Summary
Highlights
Jensen Huang welcomes attendees to GTC, highlighting its focus on technology and platforms, including CUDA-X, accelerated systems, and the new AI factories. He emphasizes NVIDIA's rich ecosystem, with 450 sponsoring companies and a thousand technical sessions covering every layer of AI development, from hardware to applications. The 20th anniversary of CUDA is celebrated, underscoring its long-standing architectural dedication to accelerating computing.
Huang details the 'CUDA flywheel,' explaining how its vast installed base drives developer engagement, leading to breakthroughs like deep learning and new markets. This continuous cycle accelerates growth and reduces computing costs. He traces NVIDIA's journey from GeForce 25 years ago, which led to the programmable shader and ultimately CUDA, supporting the rise of AI. The presentation introduces neural rendering, a fusion of 3D graphics and AI, showcasing DLSS 5 as an example of combining structured data with generative AI for realistic and controllable content.
Huang explains the integration of structured data (like SQL data frames) with unstructured data (such as PDFs and videos) using AI. He announces NVIDIA's foundational libraries, cuDF for structured data and cuVS for unstructured data, which are crucial for accelerating data processing. Partnerships with IBM (Watsonx.data), Dell (AI data platform), and Google Cloud (BigQuery) demonstrate significant speedups and cost reductions, showcasing the real-world impact of accelerated computing on enterprise data.
Huang outlines NVIDIA's unique strategy: vertical integration complemented by horizontal openness. This approach allows NVIDIA to deeply understand applications and algorithms across diverse verticals like automotive, financial services, healthcare, industrial, and telecommunications. By developing domain-specific libraries and working with a broad ecosystem, NVIDIA ensures its technology can be deployed anywhere, from data centers to the edge, making it a foundational platform across all AI life cycles.
Huang discusses the three key catalysts of the recent AI surge: generative AI (ChatGPT), reasoning AI (O1), and Agentic models (Claude Code). He highlights the exponential increase in computing demand, estimating a 1 million-fold rise in the last two years. This surge signals the arrival of the 'inference inflection,' where AI's ability to think, reason, and act drives massive computation. Huang projects a minimum of $1 trillion in demand for NVIDIA’s Blackwell and Rubin platforms through 2027, driven by the need for efficient token generation.
Huang introduces the Vera Rubin platform, emphasizing its design for Agentic AI, with innovative features like NVLink 72, NVFP4 precision, and significant performance-per-watt improvements. He details the collaboration with Groq, integrating their LPUs to create a disaggregated inference system that optimizes for both high throughput and low latency, dramatically increasing token generation speeds. This co-design approach ensures industry-leading performance and cost efficiency for AI factories globally.

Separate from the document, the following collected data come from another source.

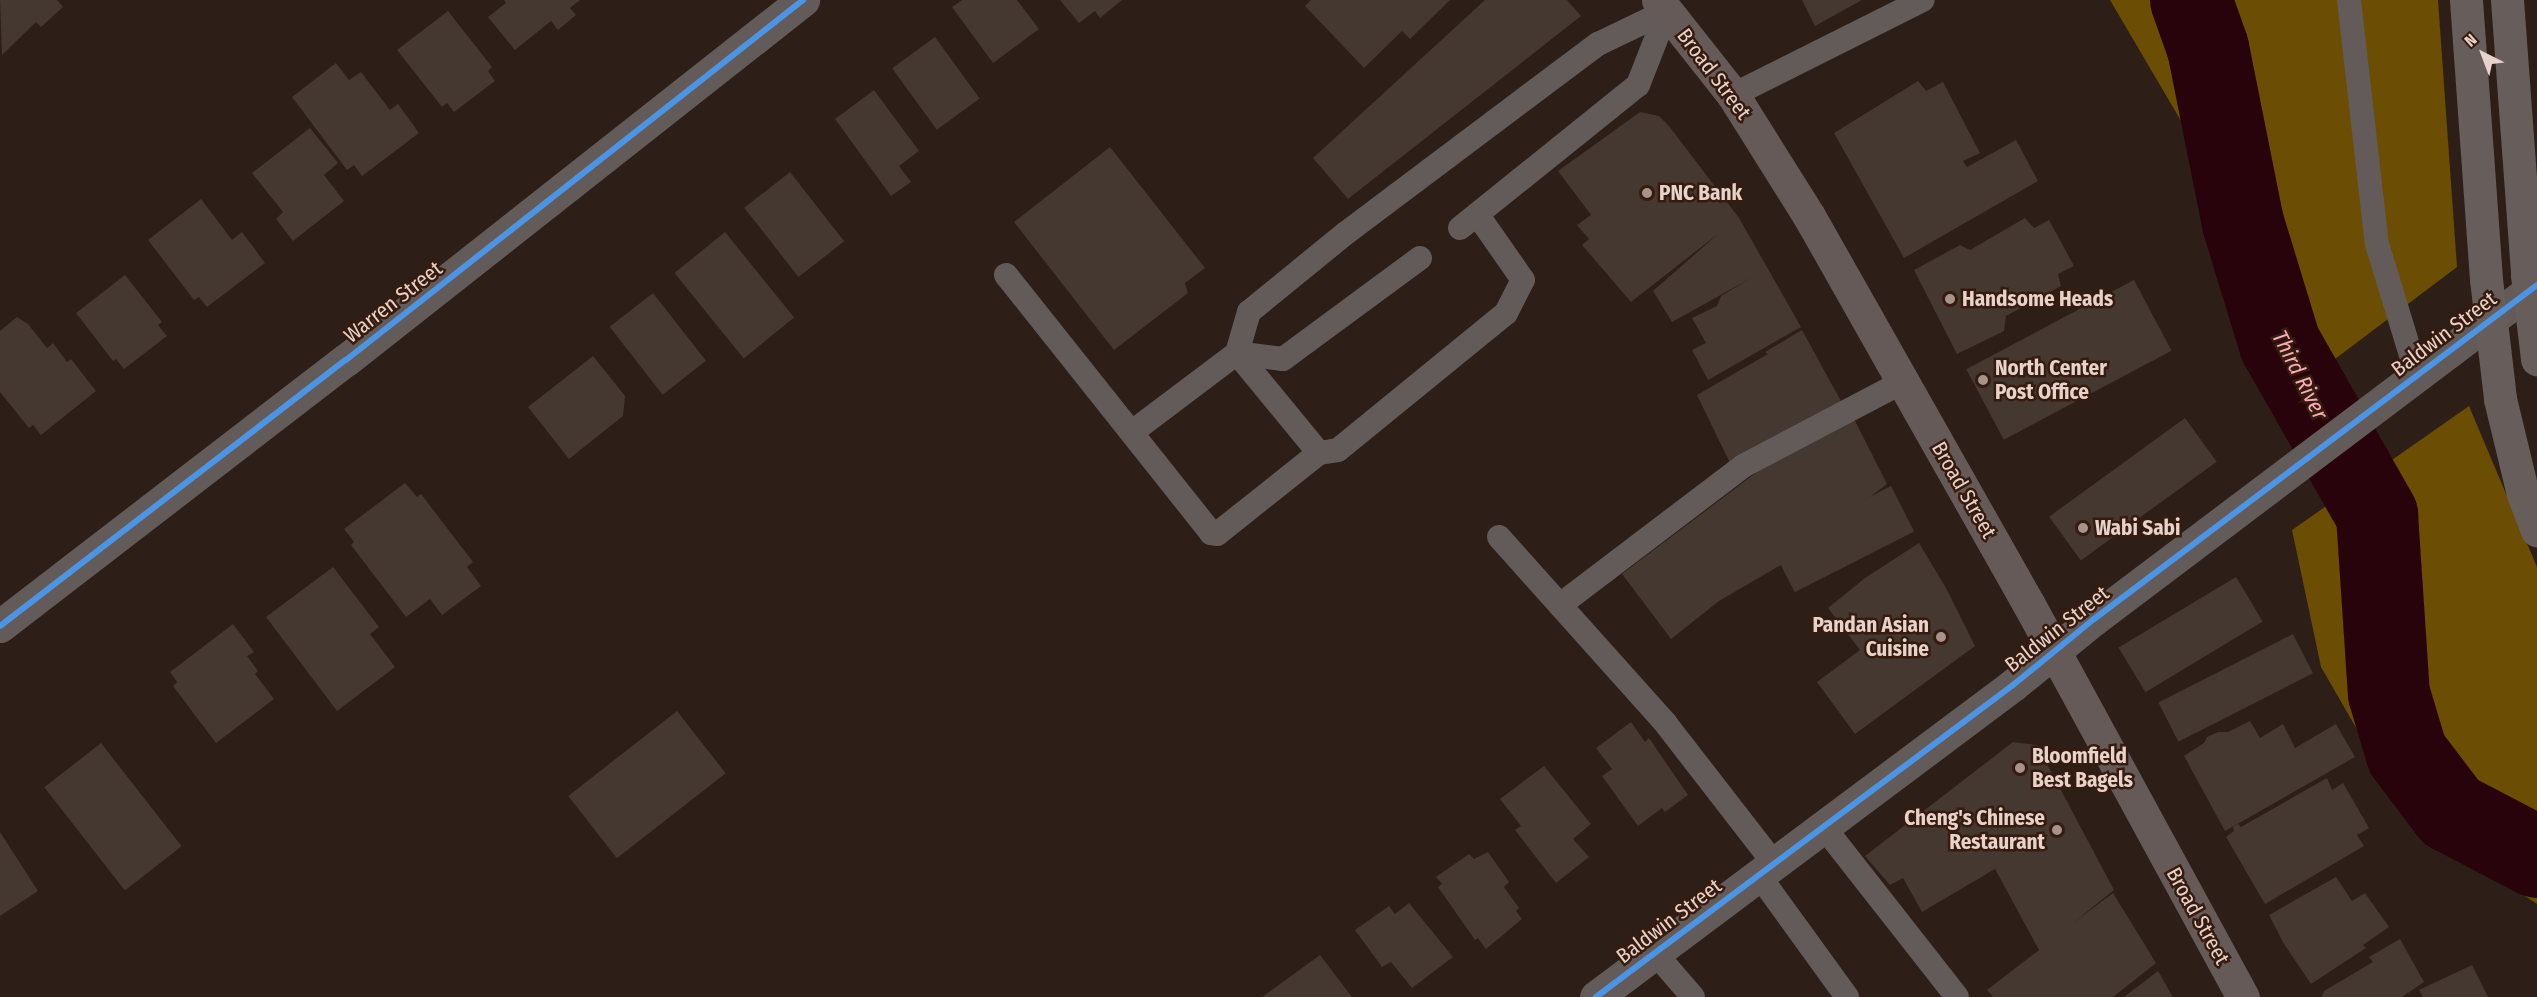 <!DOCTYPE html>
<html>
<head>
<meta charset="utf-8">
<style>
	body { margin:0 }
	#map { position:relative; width:2537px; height:997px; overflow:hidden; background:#2d1e17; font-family:"Fira Sans Condensed",sans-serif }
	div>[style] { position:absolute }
	.forest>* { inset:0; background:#6b4d03 }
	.river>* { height:82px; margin:-41px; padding:0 41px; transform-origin:41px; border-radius:41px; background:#28030b }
	.building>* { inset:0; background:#443831; transform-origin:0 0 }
	.service>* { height:24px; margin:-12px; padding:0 12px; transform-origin:12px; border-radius:12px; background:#635b59 }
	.minor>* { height:33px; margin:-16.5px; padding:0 16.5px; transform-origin:16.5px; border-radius:16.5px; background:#635b59 }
	.secondary>* { height:33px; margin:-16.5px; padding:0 16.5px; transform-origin:16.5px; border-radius:16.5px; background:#675d5a }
	.primary>* { height:33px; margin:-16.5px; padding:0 16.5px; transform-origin:16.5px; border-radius:16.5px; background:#655a58 }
	.cycleway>* { height:6px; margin:-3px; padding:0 3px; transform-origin:3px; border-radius:3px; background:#4d94e3 }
	.dots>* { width:16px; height:16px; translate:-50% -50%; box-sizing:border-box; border:3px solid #361b0e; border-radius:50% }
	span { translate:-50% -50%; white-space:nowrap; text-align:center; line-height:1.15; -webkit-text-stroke:5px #361b0e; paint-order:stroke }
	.street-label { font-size:21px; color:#e7d3cb }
	.poi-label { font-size:21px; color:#e7d3cb; font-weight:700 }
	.left { translate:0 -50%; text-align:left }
	.right { translate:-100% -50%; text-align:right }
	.water-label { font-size:22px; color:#f9adba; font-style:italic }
	.north { position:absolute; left:2453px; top:24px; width:60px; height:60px; -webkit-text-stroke:4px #361b0e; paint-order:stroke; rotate:318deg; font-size:16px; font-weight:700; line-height:24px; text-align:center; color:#e7d3cb }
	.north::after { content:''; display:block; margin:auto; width:21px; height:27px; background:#e7d3cb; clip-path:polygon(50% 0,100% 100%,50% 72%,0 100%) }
</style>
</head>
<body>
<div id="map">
	<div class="forest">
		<i style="clip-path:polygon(2110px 0,2438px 0,2457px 267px,2286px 396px,2194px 143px)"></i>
		<i style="clip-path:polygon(2469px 406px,2537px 567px,2537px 904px,2411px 823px,2321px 667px,2292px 530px)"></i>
	</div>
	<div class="river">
		<i style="left:2191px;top:0;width:51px;rotate:70.5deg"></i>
		<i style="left:2208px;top:48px;width:178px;rotate:78.7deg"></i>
		<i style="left:2243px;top:223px;width:127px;rotate:73deg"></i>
		<i style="left:2280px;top:344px;width:197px;rotate:60.4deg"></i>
		<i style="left:2377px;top:515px;width:179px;rotate:86.2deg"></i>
		<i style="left:2389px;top:694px;width:63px;rotate:73.3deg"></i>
		<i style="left:2407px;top:754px;width:73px;rotate:52.8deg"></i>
		<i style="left:2451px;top:812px;width:97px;rotate:27.6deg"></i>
	</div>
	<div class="building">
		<i style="clip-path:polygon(0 0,57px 0,63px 7px,41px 27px,36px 22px,2px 55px)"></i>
		<i style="clip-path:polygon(504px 0,580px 0,570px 8px,576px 15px,558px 30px,551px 21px,515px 50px,488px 17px,506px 3px)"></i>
		<i style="clip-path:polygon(962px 0,1017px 0,1039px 29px,993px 63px,952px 7px)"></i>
		<i style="clip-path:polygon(1060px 0,1122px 0,1100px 18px,1095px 11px,1079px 23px)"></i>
		<i style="clip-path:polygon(1311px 0,1450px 0,1410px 39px,1402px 31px,1364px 68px,1305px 6px)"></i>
		<i style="clip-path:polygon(1485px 0,1567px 0,1581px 16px,1348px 199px,1313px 158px)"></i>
		<i style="clip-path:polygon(1802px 0,1862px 0,1815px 26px)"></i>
		<i style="clip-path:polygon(448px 11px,492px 67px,488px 71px,495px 81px,454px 112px,447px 103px,442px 107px,397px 50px)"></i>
		<i style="left:935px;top:37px;width:76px;height:53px;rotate:54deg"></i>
		<i style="clip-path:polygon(336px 63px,349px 80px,361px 72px,390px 110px,398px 104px,419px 133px,362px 176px,354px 165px,347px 170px,292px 97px)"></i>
		<i style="clip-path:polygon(1918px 81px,1926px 91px,1943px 82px,1980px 153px,1963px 161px,1967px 167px,2016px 140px,2038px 181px,1904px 258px,1834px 133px)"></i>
		<i style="clip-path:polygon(874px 90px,919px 151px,899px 166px,911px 182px,891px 196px,835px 119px)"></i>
		<i style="clip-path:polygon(1640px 112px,1659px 116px,1669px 126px,1739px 218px,1801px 327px,1708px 380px,1692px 350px,1706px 343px,1692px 318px,1717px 306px,1721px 296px,1753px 277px,1672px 322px,1653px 291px,1718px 234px,1631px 302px,1582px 245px,1589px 239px,1577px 225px,1591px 215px,1558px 171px)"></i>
		<i style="clip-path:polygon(310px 128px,338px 163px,324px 175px,344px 201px,293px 241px,276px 219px,283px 212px,252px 173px)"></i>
		<i style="clip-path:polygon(1110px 147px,1205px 268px,1185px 283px,1188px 293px,1114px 350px,1014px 222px)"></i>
		<i style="left:790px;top:172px;width:88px;height:58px;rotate:52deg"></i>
		<i style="clip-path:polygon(201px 199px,232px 240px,242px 232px,265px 263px,207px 307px,199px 297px,194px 300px,148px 240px)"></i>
		<i style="clip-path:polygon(2025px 218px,2034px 228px,2049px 220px,2074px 266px,2058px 274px,2061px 286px,2006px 316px,2004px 331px,1957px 354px,1914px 270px,1960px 245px,1970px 250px)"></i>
		<i style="left:725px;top:232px;width:110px;height:65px;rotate:51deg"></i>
		<i style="clip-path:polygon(125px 275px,162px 322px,158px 325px,167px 336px,124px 369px,116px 359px,113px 361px,76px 313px)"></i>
		<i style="left:2134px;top:280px;width:80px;height:190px;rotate:62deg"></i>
		<i style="left:653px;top:293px;width:86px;height:55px;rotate:52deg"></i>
		<i style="clip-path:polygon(17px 317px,28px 324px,47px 348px,53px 343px,67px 362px,71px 359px,96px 391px,41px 435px,33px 425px,29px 428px,0 392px,0 331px)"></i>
		<i style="clip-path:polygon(1802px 330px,1842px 403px,1730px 463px,1697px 395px,1768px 354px,1765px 352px)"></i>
		<i style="clip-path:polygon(593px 356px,625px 396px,623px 416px,569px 459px,528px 407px)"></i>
		<i style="clip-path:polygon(1852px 415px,1887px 484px,1781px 565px,1719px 601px,1671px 639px,1622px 574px,1757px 472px)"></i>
		<i style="left:2185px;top:418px;width:54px;height:168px;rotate:54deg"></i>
		<i style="clip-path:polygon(405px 483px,417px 497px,421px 494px,473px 562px,467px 567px,481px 586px,442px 615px,430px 599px,406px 617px,351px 545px,354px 542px,344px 529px)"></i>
		<i style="left:1891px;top:486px;width:51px;height:134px;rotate:63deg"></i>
		<i style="clip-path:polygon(1919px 543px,1946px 588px,1975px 646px,1855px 734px,1817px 682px,1860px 650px,1828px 608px,1865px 578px)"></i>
		<i style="clip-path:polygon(333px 567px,379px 627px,370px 634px,395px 667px,337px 711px,266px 617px)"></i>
		<i style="left:2236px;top:577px;width:52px;height:137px;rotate:59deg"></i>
		<i style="clip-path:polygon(233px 624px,254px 652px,247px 656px,258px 671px,255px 674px,274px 699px,216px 743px,173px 686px,177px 682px,170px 672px)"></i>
		<i style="left:2293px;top:634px;width:44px;height:151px;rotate:63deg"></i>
		<i style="left:677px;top:711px;width:79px;height:138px;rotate:52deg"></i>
		<i style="clip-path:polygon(2250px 721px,2260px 738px,2283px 724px,2295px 748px,2336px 724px,2355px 757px,2225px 831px,2184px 756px,2204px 743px,2207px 737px,2218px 732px,2228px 732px)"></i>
		<i style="clip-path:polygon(1631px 722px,1645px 742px,1649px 738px,1688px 795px,1665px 812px,1662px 808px,1638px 826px,1602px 776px,1612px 769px,1596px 748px)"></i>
		<i style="clip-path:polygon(2013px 742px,2037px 745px,2114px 890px,2073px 923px,2113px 893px,2156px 963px,2113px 997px,1993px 997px,1987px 990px,2039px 950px,1995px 869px,1922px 912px,1903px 878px,1890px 885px,1865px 856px)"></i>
		<i style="left:101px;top:743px;width:131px;height:72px;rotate:52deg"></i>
		<i style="clip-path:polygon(1544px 766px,1591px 824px,1573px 839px,1589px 857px,1556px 883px,1515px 830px,1521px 826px,1500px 799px)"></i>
		<i style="clip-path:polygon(2327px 778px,2332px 790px,2343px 783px,2369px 828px,2357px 835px,2364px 846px,2265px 904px,2226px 837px,2234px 831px,2233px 827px,2238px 824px,2241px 827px)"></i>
		<i style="clip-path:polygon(0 832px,38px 891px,0 916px)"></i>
		<i style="clip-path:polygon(1488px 852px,1509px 882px,1504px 887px,1519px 908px,1516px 911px,1522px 919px,1486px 949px,1478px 938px,1475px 940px,1438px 887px,1442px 884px,1436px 877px,1469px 854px,1474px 859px)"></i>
		<i style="clip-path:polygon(2336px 877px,2352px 901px,2365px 893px,2389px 927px,2363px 945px,2366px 948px,2311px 984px,2284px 944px,2269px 915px)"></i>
		<i style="clip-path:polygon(1409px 903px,1453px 957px,1412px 988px,1391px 962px,1382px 967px,1355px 930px,1389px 906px,1395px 914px)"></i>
		<i style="clip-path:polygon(2400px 939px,2424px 982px,2402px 997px,2321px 997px,2324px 991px,2373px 962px,2369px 957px)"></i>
		<i style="clip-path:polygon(1320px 955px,1352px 997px,1262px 997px)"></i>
		<i style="clip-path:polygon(2472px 965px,2488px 997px,2423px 997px,2419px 990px)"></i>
		<i style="clip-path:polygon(2158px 971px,2173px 997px,2124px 997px)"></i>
	</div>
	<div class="service">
		<i style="left:2349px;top:0;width:246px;rotate:83.5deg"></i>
		<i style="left:2377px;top:244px;width:137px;rotate:73deg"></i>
		<i style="left:1733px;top:95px;width:212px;rotate:-26.6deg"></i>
		<i style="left:1460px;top:228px;width:228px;rotate:-38.8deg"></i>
		<i style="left:1638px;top:85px;width:79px;rotate:-68.6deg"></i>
		<i style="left:1420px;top:258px;width:170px;rotate:143.6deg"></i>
		<i style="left:1283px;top:359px;width:46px;rotate:-172.6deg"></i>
		<i style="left:1237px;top:353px;width:43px;rotate:-73.7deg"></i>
		<i style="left:1249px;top:312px;width:125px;rotate:-39.2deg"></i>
		<i style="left:1346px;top:233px;width:315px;rotate:-36.9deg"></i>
		<i style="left:1598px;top:44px;width:76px;rotate:-25.6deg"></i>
		<i style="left:1006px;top:275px;width:330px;rotate:51.5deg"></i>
		<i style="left:1211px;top:533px;width:6px;rotate:9deg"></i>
		<i style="left:1217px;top:534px;width:130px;rotate:-38.5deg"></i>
		<i style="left:1319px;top:453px;width:129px;rotate:-129.4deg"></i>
		<i style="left:1237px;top:353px;width:131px;rotate:143deg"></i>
		<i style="left:1319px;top:453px;width:19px;rotate:-9deg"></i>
		<i style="left:1338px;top:450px;width:217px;rotate:-39.2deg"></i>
		<i style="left:1506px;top:313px;width:37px;rotate:-63deg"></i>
		<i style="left:1523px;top:280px;width:80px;rotate:-124.9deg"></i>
		<i style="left:1499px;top:537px;width:251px;rotate:48.2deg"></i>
		<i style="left:1666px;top:724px;width:176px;rotate:52.2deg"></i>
		<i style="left:1560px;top:605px;width:230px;rotate:-37.2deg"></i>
		<i style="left:1743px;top:466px;width:180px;rotate:-27.8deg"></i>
		<i style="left:1823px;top:826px;width:217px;rotate:51.9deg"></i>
		<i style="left:1758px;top:874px;width:152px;rotate:54.1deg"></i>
		<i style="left:1655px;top:953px;width:58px;rotate:49.2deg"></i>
	</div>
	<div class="minor">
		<i style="left:0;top:626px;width:436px;rotate:-37.6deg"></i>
		<i style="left:346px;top:360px;width:582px;rotate:-38.23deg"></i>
		<i style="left:1596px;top:997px;width:521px;rotate:-36.8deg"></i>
		<i style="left:2013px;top:685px;width:104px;rotate:-39.2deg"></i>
		<i style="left:2094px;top:619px;width:555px;rotate:-37.01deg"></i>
	</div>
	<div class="secondary">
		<i style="left:2466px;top:0;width:280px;rotate:85.9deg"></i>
		<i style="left:2486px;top:279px;width:121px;rotate:83.3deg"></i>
		<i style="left:2500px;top:399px;width:98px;rotate:76.4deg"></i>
		<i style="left:2523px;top:494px;width:39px;rotate:69deg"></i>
		<i style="left:2507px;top:0;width:276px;rotate:85.8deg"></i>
		<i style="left:2527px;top:275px;width:85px;rotate:83.2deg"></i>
	</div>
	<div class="primary">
		<i style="left:1658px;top:0;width:121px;rotate:51.7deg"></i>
		<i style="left:1733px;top:95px;width:143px;rotate:57.9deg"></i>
		<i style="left:1809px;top:216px;width:445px;rotate:60.5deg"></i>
		<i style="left:2028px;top:603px;width:449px;rotate:61.4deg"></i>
	</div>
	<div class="cycleway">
		<i style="left:0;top:626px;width:436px;rotate:-37.6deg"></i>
		<i style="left:346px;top:360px;width:582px;rotate:-38.23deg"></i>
		<i style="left:1596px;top:997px;width:521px;rotate:-36.8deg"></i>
		<i style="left:2013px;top:685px;width:104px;rotate:-39.2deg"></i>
		<i style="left:2094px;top:619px;width:555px;rotate:-37.01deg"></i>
	</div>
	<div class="dots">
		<i style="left:1647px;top:193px;background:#a6948c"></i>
		<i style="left:1950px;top:299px;background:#a6948c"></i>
		<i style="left:1983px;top:380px;background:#a6948c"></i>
		<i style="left:2083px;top:528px;background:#a6948c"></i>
		<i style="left:1941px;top:637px;background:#a6948c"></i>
		<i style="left:2020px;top:768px;background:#a6948c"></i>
		<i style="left:2057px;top:830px;background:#a6948c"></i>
	</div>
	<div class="street-label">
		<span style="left:1714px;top:74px;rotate:53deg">Broad Street</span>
		<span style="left:393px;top:302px;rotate:-38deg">Warren Street</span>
		<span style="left:2444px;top:334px;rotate:-37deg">Baldwin Street</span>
		<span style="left:1964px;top:490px;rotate:60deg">Broad Street</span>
		<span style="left:2057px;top:629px;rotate:-38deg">Baldwin Street</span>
		<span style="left:2198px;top:916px;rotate:61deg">Broad Street</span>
		<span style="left:1669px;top:921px;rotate:-37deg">Baldwin Street</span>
	</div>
	<div class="poi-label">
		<span class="left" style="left:1659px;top:193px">PNC Bank</span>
		<span class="left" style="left:1962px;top:299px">Handsome Heads</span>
		<span class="left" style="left:1995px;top:380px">North Center<br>Post Office</span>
		<span class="left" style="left:2095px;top:528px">Wabi Sabi</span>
		<span class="right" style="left:1929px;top:637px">Pandan Asian<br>Cuisine</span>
		<span class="left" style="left:2032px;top:768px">Bloomfield<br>Best Bagels</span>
		<span class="right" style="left:2045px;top:830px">Cheng's Chinese<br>Restaurant</span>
	</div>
	<div class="water-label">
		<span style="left:2300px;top:375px;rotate:63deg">Third River</span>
	</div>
	<div class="north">N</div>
</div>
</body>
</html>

NVIDIA introduces its DSX platform, an Omniverse-based digital twin blueprint for designing and operating AI factories. This platform enables virtual collaboration for mechanical, thermal, electrical, and network simulations, ensuring maximum token throughput and energy efficiency. It integrates with industry tools and partners like PTC, Dassault Systèmes, and Siemens, making it possible to build and operate complex AI infrastructures at a planetary scale.
Huang announces NVIDIA's support for OpenClaw, an open-source project enabling the creation of personal AI agents, likening its impact to that of Linux or HTML. NVIDIA introduces NemoClaw, an enterprise-ready reference design for OpenClaw, incorporating security and privacy features. He then showcases NVIDIA's frontier open models, including Nemotron for language, Cosmos for physical AI, GR00T for general-purpose robots, BioNeMo for biology, and Earth-2 for climate forecasting, all designed to enable specialized sovereign AI.
The keynote culminates with a focus on physical AI and robotics. Huang announces new partnerships for NVIDIA's robotaxi-ready platform with major automotive manufacturers (BYD, Hyundai, Nissan, Geely) and Uber. He highlights the role of simulation with Isaac Lab and Newton physics solver in training robots, showcasing examples like Peritas AI and Skild AI. The presentation concludes with a live demonstration of a walking Disney robot (Olaf) powered by NVIDIA's physical AI, emphasizing the seamless integration of AI into physical embodiments and underscoring the massive potential of AI to transform diverse industries.